= Eleazar ben Perata I =

Religious and intellectual

Eleazar ben Perata I (Hebrew: אלעזר בן פרטא) was a tanna of the third generation (2nd century), junior contemporary of Eleazar of Modi'im and of Jose the Galilean.

== Biography ==
Eleazar lived through the period when, according to a younger contemporary, the performance of circumcision was punished by the Romans with the sword; the study of Jewish law, with the stake; the celebration of Passover, with crucifixion; and the observance of the Feast of Booths, with the scourge. Still, Eleazar faithfully adhered to the teachings of his religion. Once he was arrested and cast into prison, where he met Hananiah ben Teradion. He tried to instill hope into his fellow prisoner's breast, because there was only one charge against him, that of teaching the Law, while himself he considered lost, because there were five counts against him. Hananiah, on the contrary, thought that Eleazar's chances of escape were better than his own; and the sequel proved that he was right. Hananiah was condemned to a terrible death, while Eleazar was acquitted.

== Teachings ==
Eleazar's studies embraced both halakah and aggadah, mostly the latter. One of his homilies warns against calumny in these words: "Observe how mighty are the consequences of the evil tongue. Learn them from the fate of the spies. Of the spies it is related, 'Those men who made evil report regarding the land, died by the plague before the Lord.' And of what had they spoken evil? Of trees and of stones. If, now, those who slandered dumb objects were punished so severely, how much greater must be the punishment of him who slanders his neighbor, his equal!"

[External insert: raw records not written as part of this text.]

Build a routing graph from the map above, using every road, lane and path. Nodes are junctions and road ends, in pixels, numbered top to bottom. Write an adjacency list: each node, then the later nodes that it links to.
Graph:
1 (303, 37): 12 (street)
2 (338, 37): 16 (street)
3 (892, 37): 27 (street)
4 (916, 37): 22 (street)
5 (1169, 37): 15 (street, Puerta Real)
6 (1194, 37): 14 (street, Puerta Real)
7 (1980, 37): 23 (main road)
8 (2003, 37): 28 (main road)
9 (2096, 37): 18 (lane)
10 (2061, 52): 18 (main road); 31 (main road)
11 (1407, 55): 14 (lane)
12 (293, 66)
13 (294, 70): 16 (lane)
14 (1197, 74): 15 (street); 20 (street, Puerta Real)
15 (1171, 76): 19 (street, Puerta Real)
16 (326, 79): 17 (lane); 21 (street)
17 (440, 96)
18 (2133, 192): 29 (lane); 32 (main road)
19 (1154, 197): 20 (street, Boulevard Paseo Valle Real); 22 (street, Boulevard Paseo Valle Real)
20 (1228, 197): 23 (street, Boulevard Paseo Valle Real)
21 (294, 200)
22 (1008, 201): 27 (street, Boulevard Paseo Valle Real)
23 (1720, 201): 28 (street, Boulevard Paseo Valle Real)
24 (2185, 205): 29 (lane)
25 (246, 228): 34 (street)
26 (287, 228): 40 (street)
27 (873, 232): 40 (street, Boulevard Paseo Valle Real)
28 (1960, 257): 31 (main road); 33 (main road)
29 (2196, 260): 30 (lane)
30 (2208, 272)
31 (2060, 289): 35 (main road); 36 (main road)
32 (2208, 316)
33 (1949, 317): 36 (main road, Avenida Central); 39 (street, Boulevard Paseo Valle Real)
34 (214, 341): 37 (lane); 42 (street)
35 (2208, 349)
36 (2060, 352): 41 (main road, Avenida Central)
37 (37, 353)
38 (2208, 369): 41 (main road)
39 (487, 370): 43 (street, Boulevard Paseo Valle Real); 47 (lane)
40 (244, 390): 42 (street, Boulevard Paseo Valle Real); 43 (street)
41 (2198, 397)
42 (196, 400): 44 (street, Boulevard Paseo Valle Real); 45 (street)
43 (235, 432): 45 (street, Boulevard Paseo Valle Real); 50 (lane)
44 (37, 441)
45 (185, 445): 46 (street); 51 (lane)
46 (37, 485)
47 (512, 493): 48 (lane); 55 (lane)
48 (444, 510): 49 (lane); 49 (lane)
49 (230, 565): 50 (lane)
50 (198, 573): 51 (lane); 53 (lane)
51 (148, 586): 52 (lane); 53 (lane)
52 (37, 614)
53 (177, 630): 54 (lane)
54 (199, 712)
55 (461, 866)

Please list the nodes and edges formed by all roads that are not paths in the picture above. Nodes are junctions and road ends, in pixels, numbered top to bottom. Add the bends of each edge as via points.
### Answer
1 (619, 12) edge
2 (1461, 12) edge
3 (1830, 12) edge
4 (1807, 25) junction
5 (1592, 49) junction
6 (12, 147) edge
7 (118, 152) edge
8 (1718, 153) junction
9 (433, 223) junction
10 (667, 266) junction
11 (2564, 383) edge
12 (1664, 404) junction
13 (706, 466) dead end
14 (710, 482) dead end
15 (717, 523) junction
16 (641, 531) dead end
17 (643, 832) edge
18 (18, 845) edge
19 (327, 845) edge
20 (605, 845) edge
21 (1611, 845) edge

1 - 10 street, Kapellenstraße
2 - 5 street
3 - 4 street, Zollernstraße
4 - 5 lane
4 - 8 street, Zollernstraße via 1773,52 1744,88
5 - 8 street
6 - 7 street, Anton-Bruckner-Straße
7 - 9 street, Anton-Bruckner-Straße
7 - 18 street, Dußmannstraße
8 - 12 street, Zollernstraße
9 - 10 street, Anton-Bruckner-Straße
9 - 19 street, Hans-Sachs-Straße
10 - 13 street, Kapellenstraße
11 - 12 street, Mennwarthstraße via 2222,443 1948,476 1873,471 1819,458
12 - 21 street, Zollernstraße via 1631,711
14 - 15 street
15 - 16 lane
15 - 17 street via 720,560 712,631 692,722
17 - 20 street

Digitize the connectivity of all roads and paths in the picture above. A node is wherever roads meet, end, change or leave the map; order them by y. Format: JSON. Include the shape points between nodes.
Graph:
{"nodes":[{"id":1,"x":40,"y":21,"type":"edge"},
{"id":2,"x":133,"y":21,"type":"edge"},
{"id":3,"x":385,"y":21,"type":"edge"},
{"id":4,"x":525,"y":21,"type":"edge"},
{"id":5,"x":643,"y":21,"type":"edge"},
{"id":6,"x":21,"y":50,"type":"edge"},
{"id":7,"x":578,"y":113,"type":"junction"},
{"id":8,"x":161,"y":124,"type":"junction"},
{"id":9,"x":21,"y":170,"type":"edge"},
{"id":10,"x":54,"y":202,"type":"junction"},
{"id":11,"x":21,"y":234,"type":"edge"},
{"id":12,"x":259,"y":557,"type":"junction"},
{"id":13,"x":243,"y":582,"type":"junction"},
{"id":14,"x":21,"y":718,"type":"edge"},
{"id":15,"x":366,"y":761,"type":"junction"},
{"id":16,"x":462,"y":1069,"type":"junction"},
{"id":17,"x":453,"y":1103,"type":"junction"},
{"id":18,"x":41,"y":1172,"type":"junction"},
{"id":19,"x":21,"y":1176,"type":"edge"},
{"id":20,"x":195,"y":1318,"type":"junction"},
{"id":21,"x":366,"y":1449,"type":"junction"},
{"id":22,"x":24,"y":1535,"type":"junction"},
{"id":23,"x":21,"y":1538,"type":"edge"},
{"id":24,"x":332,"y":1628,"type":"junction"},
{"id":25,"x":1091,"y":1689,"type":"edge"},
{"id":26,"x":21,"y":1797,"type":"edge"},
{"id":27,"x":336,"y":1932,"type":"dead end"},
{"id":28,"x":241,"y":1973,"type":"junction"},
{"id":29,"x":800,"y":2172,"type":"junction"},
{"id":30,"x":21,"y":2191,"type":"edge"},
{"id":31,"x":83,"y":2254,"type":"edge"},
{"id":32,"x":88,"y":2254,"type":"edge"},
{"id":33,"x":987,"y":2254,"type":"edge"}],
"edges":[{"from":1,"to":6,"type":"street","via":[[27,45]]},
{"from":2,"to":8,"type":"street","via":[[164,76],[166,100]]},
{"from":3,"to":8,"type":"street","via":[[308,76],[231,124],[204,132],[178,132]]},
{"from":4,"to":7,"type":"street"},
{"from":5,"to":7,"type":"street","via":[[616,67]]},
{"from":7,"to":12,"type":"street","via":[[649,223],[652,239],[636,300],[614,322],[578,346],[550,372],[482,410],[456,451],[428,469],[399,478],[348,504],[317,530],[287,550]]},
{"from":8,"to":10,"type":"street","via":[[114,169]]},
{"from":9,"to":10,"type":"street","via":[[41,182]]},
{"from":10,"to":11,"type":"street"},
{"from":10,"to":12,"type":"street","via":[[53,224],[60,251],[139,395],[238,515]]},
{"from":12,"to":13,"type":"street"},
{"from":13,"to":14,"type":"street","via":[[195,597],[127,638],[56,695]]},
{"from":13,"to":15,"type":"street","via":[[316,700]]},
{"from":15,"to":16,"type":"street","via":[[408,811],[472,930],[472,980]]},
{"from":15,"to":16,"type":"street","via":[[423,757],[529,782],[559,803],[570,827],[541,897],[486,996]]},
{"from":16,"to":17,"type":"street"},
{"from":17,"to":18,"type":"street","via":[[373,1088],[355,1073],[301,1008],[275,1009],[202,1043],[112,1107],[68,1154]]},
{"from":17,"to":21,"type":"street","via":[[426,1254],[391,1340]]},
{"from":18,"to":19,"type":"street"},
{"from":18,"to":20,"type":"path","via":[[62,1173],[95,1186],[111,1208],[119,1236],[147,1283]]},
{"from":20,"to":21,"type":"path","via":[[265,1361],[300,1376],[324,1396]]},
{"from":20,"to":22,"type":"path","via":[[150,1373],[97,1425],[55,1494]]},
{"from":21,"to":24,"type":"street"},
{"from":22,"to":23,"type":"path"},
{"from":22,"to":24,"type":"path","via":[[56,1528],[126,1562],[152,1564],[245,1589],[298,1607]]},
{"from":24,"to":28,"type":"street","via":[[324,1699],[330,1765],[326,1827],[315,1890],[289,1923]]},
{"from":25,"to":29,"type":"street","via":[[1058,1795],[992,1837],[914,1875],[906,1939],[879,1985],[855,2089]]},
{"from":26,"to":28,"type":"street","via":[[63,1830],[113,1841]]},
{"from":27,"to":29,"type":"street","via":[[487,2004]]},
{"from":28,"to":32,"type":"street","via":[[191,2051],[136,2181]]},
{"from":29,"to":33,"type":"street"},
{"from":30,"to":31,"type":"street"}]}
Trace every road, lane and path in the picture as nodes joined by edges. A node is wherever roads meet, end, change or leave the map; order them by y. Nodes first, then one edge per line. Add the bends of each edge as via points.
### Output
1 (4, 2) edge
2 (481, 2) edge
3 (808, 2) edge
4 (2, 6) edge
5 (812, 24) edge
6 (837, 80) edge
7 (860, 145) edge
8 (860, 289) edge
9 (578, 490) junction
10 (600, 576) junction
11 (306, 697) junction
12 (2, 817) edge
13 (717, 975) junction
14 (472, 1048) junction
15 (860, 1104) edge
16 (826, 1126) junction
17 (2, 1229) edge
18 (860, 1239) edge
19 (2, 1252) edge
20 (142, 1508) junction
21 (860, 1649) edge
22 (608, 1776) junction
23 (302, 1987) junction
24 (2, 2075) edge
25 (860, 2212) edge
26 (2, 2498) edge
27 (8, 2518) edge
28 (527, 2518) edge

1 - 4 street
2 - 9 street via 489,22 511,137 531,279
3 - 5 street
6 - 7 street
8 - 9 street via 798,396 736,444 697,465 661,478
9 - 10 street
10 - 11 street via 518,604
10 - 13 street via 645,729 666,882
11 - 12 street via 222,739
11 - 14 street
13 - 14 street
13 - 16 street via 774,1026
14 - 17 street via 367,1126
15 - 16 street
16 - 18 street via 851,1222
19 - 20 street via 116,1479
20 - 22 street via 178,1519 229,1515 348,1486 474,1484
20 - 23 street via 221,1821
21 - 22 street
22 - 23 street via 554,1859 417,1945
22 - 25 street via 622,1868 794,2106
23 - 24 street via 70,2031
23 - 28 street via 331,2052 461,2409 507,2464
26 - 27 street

He drew practical lessons also from Scriptural texts. On a certain Sabbath some prominent Jews, having just learned that the Romans were seeking them, applied to Eleazar for legal advice as to the permissibility of flight from danger on the Sabbath. Eleazar referred them to Scriptural history: "Why do you inquire of me? Look at Jacob, at Moses, and at David, and see what they did under similar circumstances!"